La première technique que j’abhorre est celle de la conclusion qui annonce clairement qu’il y aura un volume ou un opus 2 et constitue presque une technique d’achat forcé. En effet, dès lors que l’on est bien rentré dans l’intrigue, si l’on veut la fin, on ne pourra pas faire l’impasse sur le tome ou film suivant, voire sur le numéro trois, alors même que l’on n’a pas reçu d’avertissement de départ : attention, vous entamez un cylce de 2/3… / n épisodes, prévoyez le temps et le budget nécessaires pour pouvoir terminer. Il ne s’agit pas pour autant de s’opposer au principe des histoires à épisodes, mais il est tout de même possible de faire exister chaque opus par lui-même en le faisant se terminer par une phrase ou une séquence permettant un redémarrage ou un rebondissement tout en ayant un sens intrinsèque.
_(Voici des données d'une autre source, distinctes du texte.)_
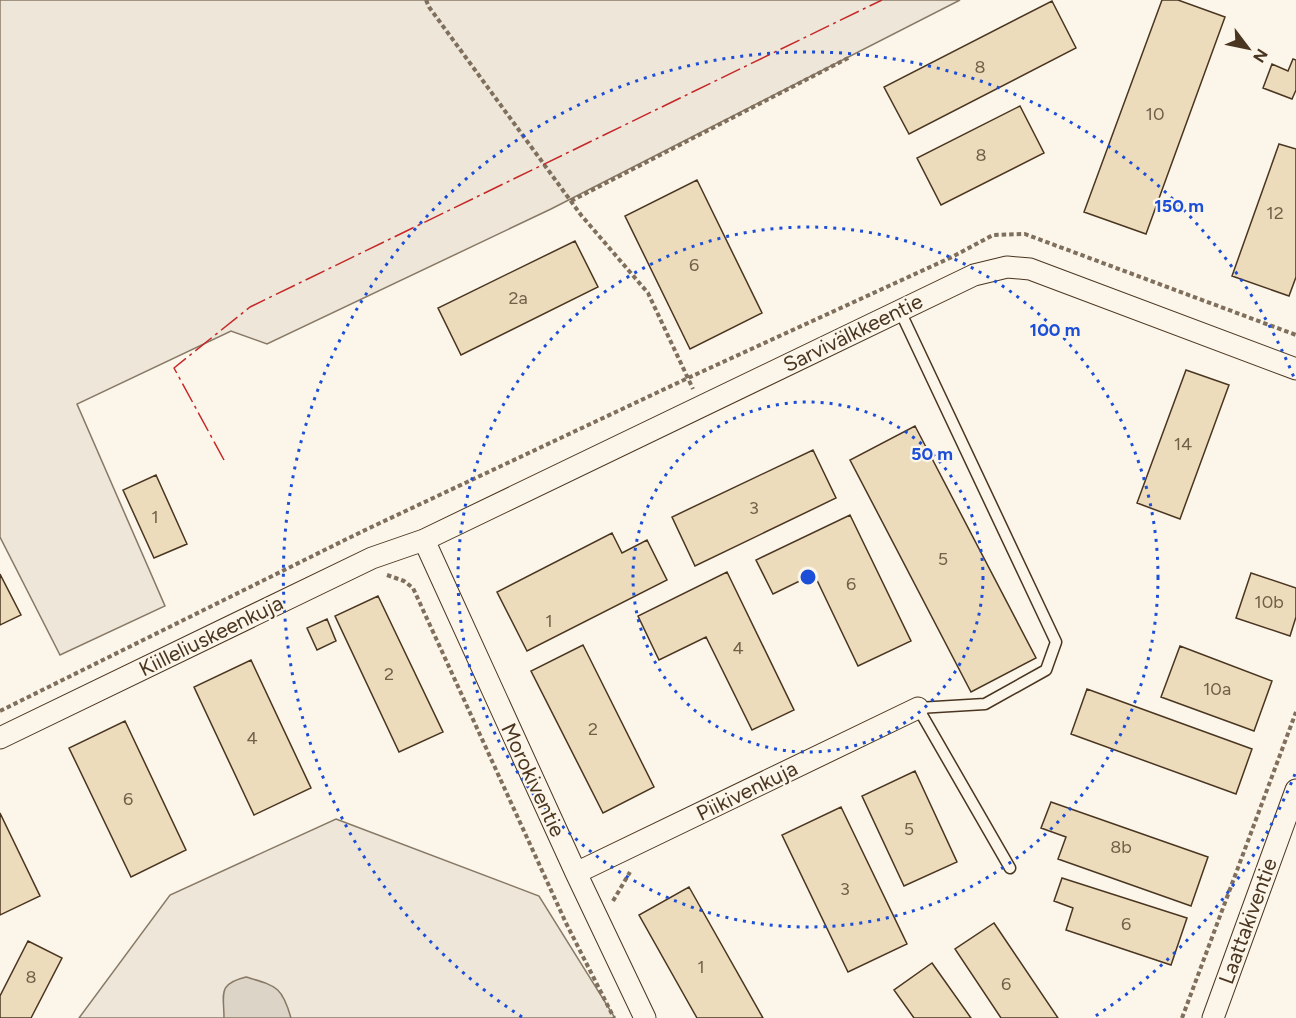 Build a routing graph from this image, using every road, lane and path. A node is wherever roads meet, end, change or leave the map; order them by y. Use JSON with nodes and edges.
{"nodes":[{"id":1,"x":426,"y":0,"type":"edge"},
{"id":2,"x":850,"y":57,"type":"dead end"},
{"id":3,"x":571,"y":201,"type":"junction"},
{"id":4,"x":900,"y":311,"type":"junction"},
{"id":5,"x":1296,"y":369,"type":"edge"},
{"id":6,"x":702,"y":405,"type":"junction"},
{"id":7,"x":361,"y":532,"type":"dead end"},
{"id":8,"x":424,"y":540,"type":"junction"},
{"id":9,"x":372,"y":558,"type":"junction"},
{"id":10,"x":918,"y":708,"type":"junction"},
{"id":11,"x":1296,"y":712,"type":"edge"},
{"id":12,"x":0,"y":738,"type":"edge"},
{"id":13,"x":1296,"y":790,"type":"edge"},
{"id":14,"x":639,"y":866,"type":"dead end"},
{"id":15,"x":1010,"y":868,"type":"dead end"},
{"id":16,"x":576,"y":873,"type":"junction"},
{"id":17,"x":594,"y":911,"type":"junction"},
{"id":18,"x":566,"y":923,"type":"junction"},
{"id":19,"x":614,"y":1018,"type":"edge"},
{"id":20,"x":645,"y":1018,"type":"edge"},
{"id":21,"x":1182,"y":1018,"type":"edge"},
{"id":22,"x":1213,"y":1018,"type":"edge"}],
"edges":[{"from":1,"to":3,"type":"path"},
{"from":2,"to":3,"type":"path"},
{"from":3,"to":6,"type":"path"},
{"from":4,"to":5,"type":"street","name":"Sarvivälkkeentie"},
{"from":4,"to":6,"type":"street","name":"Sarvivälkkeentie"},
{"from":4,"to":10,"type":"lane"},
{"from":6,"to":8,"type":"street","name":"Sarvivälkkeentie"},
{"from":7,"to":9,"type":"path"},
{"from":8,"to":9,"type":"street","name":"Kiilleliuskeenkuja"},
{"from":8,"to":16,"type":"street","name":"Morokiventie"},
{"from":9,"to":12,"type":"street","name":"Kiilleliuskeenkuja"},
{"from":9,"to":18,"type":"path"},
{"from":10,"to":15,"type":"lane"},
{"from":10,"to":16,"type":"street","name":"Piikivenkuja"},
{"from":11,"to":21,"type":"path"},
{"from":13,"to":22,"type":"street","name":"Laattakiventie"},
{"from":14,"to":17,"type":"path"},
{"from":16,"to":17,"type":"street","name":"Morokiventie"},
{"from":17,"to":18,"type":"path"},
{"from":17,"to":20,"type":"street","name":"Morokiventie"},
{"from":18,"to":19,"type":"path"}]} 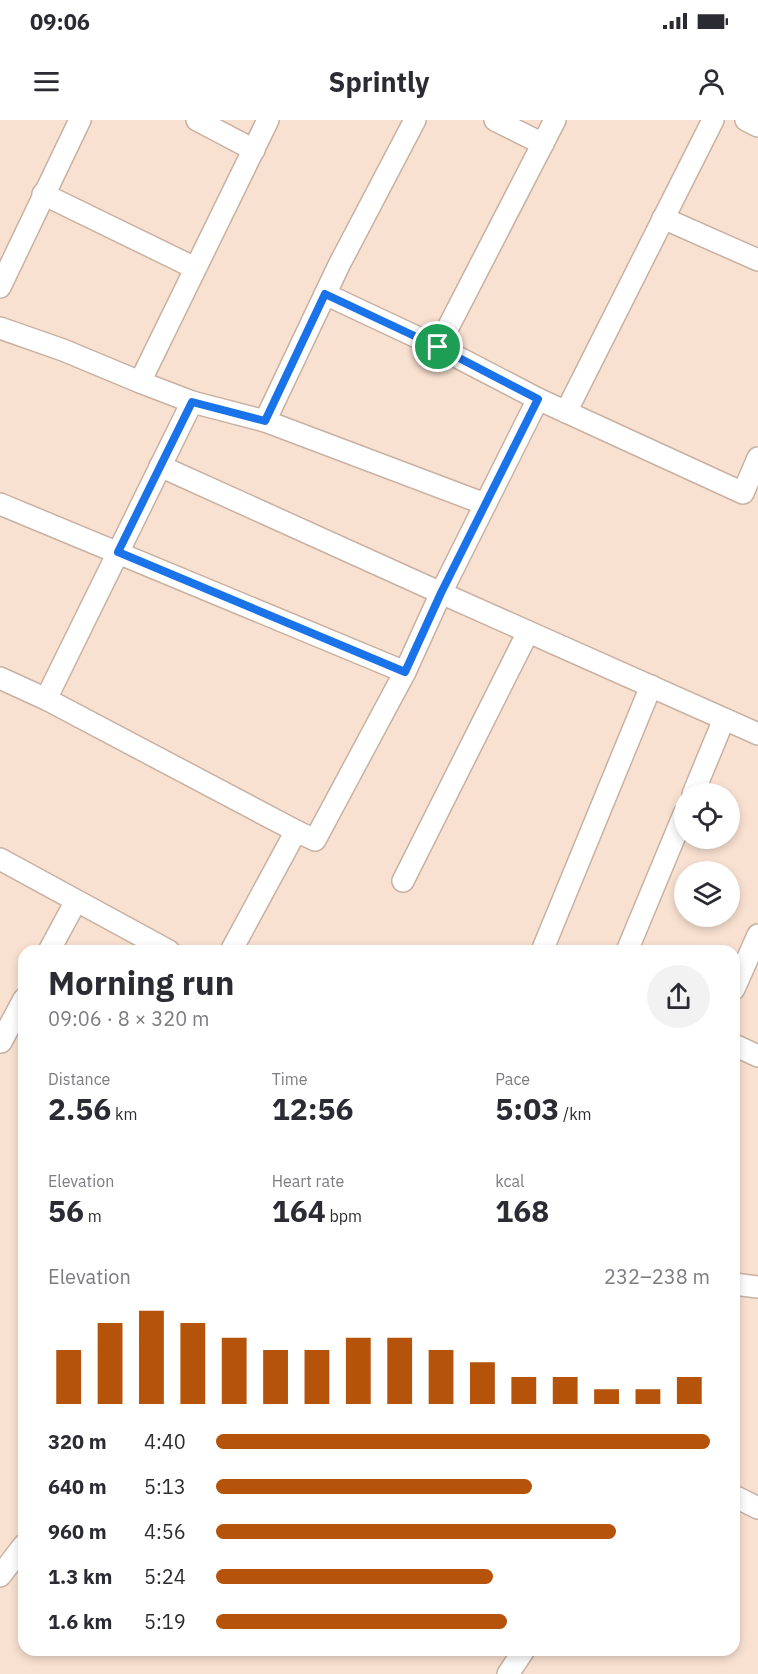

La deuxième hérésie que je tiens à dénoncer, et la pire à mon sens, est celle de la fin qui n’en est pas une. La phrase ou la scène s’achève et pof, fin du livre ou du film / spectacle. Sans que l’auteur ait pris le parti du bon / du méchant / du choix déterminant du ou des héros/ de terminer sur une note joyeuse ou une morale fataliste. Et le pire est que l’auteur se justifie en général par cette excuse totalement bidon de « laisser le public se faire son opinion ou imaginer ce qui va se passer ». Alors là que l’on soit bien clairs, quand je veux me faire une opinion sur un sujet, je me documente à fond et consulte des avis contradictoires avant de me positionner. Mais ces avis sont tous assez tranchés. Et si je veux imaginer des histoires, je les imagine. Mais quand je suis dans une position de consommatrice de biens culturels, j’attends que l’on me livre un produit fini. Jamais mon boulanger n’oserait me refourguer une baguette sans croûton en me disant « d’imaginer » quel goût et impressions j’aurais eu en consommant ce petit morceau de pain croustillant. Je ne trouve donc pas plus acceptable qu’un auteur ose me retirer cet ultime moment de plaisir que je recherche en découvrant comment s’achève sa création. Et surtout pas qu’il utilise des excuses bidon pour justifier son oubli ou sa difficulté à trouver l’idée qui rendra son œuvre soit géniale soit hélas un peu plate, quand bien même tout le reste était très réussi. Comme le dit le proverbe, ne pas choisir, c’est se priver de toutes les options, choisir, c’est se priver de toutes les options sauf une (j’ignore si ce proverbe existe réellement mais je pense que oui).

Je demande donc de façon très officielle et formelle à tous les auteurs aimant un tant soit peu leur public d’en prendre soin en lui livrant des histoires clé en main, lui permettant de s’abandonner avec délectation à l’absence de réflexion et de se laisser séduire sans résistance telle une proie facile par leur œuvre irrésistible.